Nations worldwide have increased the militarisation of their borders as a response to migrants fleeing the consequences of globalisation, global warming, and armed conflict. Yet, international frontiers across the world vary significantly. From jungles and deserts to paved streets and fenced facilities, no border is the same. Similarly, the experiences of migrants attempting to cross them differ based on where the migrants are from and where they are going. In many cases, these invented frontiers are strategically used to deter any illegal entry. And in this context, the borders become tools of boundary enforcement and a strategic slayer of border crossers.
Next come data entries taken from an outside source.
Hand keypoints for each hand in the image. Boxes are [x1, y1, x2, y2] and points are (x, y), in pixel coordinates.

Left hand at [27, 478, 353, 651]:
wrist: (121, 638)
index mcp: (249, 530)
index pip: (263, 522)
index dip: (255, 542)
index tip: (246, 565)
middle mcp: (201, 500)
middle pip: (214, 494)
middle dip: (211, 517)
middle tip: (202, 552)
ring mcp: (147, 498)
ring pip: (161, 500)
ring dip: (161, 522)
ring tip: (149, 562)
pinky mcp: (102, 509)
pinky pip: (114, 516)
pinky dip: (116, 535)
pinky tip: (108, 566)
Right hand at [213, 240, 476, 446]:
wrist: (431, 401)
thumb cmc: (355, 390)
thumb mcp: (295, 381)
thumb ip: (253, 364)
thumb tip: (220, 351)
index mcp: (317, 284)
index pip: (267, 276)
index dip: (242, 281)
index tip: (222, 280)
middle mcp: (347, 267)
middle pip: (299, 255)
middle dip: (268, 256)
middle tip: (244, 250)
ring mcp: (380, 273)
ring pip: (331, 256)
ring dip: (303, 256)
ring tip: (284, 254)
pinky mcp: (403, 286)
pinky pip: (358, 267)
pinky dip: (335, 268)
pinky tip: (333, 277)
This process of differentiating who may or may not cross the border(s) increases the insecurities and vulnerabilities of those migrants exposed to them. Any individual faces the likelihood of robbery, assault, extortion, or even death while crossing international frontiers and that is irrespective of one’s gender identity. Yet, the sexualised nature of the violence that women migrants suffer makes it a gendered issue. According to some estimates, between 80% and 90% of women who attempt to cross the Mexico-United States border undocumented suffer sexual assault. On the Colombian­-Venezuelan border or across European frontiers, the situation is equally worrying, if not worse. 

Not only are women and girls victims of sexual assault while crossing, but they’re also at risk of human trafficking and sexual exploitation within the borderland areas. All in all, the entire (transiting) journey of women whether inside or outside refugee camps subjects them to abduction, (sexual) violence, and extortion. The risks of these forms of violence increase based on other parts of migrants’ identity such as race, sexual orientation, nationality, or disability – with, for instance, queer people being subjected to far more violence than non-queer persons.   
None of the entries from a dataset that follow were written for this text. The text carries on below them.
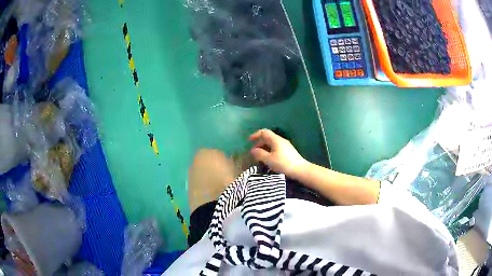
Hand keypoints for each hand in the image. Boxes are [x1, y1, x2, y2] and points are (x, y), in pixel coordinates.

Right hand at [249, 129, 308, 178]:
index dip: (256, 135)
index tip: (249, 140)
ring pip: (272, 144)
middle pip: (268, 138)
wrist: (300, 170)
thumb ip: (259, 154)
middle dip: (259, 143)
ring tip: (260, 157)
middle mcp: (281, 140)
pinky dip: (270, 152)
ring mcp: (285, 146)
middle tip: (253, 152)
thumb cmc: (283, 164)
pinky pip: (276, 148)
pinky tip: (268, 160)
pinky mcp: (288, 152)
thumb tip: (253, 150)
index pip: (264, 132)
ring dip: (264, 148)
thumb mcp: (269, 160)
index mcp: (276, 140)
Even though these specific and gendered forms of danger are painfully common, they continue to remain hidden. This is just as true for illegal migrants and refugees seeking a formal protection status where the current international framework seems to be oblivious to gendered forms of oppression. Lacking basic human rights or protection, women must endure violence and insecurities, in a context where violence is normalised or even expected. Without documents, access to services, or an understanding of the justice system, survivors are left without any recourse. This is further exacerbated by the fear of retribution experienced by survivors should they come forward. Ultimately, this makes migrants more vulnerable to further oppression. And without any means to improve their precarious situation, the perpetration of violence continues unabated.